Content starts

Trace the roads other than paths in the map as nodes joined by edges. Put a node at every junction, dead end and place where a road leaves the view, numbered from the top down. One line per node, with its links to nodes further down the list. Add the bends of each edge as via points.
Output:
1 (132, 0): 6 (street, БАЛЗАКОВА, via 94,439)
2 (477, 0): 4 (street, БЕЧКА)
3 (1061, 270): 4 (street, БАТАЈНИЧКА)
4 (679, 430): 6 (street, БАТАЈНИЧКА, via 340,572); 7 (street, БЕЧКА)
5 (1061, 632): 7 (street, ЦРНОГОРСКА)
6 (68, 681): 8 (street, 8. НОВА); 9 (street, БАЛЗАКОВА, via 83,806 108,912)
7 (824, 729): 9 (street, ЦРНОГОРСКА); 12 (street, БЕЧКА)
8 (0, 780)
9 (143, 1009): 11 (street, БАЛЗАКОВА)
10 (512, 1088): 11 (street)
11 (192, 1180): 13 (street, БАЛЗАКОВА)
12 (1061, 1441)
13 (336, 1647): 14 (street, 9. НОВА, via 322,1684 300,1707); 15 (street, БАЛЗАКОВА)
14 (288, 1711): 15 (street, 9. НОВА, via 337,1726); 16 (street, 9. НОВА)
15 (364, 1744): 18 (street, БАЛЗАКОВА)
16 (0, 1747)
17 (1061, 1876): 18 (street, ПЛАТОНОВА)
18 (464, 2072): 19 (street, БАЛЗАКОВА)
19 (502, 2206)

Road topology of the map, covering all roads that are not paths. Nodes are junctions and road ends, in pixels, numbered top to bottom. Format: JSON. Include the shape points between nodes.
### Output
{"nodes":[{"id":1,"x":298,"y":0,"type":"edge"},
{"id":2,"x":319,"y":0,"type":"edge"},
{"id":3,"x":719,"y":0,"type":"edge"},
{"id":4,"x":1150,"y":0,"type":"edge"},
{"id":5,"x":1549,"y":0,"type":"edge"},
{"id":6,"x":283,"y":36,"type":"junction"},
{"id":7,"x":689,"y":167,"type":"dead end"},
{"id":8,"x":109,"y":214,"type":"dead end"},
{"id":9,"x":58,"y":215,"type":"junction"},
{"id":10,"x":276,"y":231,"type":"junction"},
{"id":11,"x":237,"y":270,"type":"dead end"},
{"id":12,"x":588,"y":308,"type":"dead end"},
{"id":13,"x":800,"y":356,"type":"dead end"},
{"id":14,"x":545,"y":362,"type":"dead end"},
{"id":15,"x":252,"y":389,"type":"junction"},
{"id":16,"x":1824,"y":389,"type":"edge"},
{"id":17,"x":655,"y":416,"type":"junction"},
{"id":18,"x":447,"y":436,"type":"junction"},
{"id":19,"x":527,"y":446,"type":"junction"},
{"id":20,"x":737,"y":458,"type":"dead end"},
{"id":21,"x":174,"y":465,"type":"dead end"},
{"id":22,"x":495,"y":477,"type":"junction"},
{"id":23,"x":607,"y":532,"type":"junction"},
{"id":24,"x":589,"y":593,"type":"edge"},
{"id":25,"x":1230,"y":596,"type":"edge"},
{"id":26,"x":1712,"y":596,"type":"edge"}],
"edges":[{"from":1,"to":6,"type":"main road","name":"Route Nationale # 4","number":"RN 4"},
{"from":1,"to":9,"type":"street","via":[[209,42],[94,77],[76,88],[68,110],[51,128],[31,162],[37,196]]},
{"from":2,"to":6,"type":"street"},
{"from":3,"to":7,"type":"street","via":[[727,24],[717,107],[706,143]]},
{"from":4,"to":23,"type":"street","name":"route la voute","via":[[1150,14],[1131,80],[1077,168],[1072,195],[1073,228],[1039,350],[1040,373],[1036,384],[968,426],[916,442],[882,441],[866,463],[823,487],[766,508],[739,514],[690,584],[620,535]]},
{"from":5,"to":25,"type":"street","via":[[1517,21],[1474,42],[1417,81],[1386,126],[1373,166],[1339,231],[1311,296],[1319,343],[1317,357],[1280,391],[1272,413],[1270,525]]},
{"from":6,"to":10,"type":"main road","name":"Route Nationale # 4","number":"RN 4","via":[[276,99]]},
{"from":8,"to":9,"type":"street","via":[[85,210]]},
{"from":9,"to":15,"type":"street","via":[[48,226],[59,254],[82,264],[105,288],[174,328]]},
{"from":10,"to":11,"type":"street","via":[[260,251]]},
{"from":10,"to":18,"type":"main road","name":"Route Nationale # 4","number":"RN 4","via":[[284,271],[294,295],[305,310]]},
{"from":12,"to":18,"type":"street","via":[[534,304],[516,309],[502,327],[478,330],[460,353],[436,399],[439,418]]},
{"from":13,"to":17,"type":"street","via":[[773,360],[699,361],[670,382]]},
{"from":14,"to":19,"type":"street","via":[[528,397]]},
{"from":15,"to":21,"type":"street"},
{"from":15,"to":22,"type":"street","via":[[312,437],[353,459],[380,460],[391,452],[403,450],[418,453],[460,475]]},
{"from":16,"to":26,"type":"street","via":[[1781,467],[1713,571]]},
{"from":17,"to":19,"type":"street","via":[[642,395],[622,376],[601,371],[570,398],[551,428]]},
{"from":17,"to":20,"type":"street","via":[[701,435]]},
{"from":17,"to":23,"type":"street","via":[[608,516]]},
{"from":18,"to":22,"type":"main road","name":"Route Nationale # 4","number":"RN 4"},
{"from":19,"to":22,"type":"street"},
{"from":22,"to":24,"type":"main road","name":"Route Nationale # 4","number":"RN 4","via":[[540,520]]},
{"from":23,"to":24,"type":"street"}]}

Content ends

▶ _What the task asks_:
Tell how many lines in the data include the string "ЦРНОГОРСКА". Reply with the number and no other text.

▶ _Answer to this task_:
2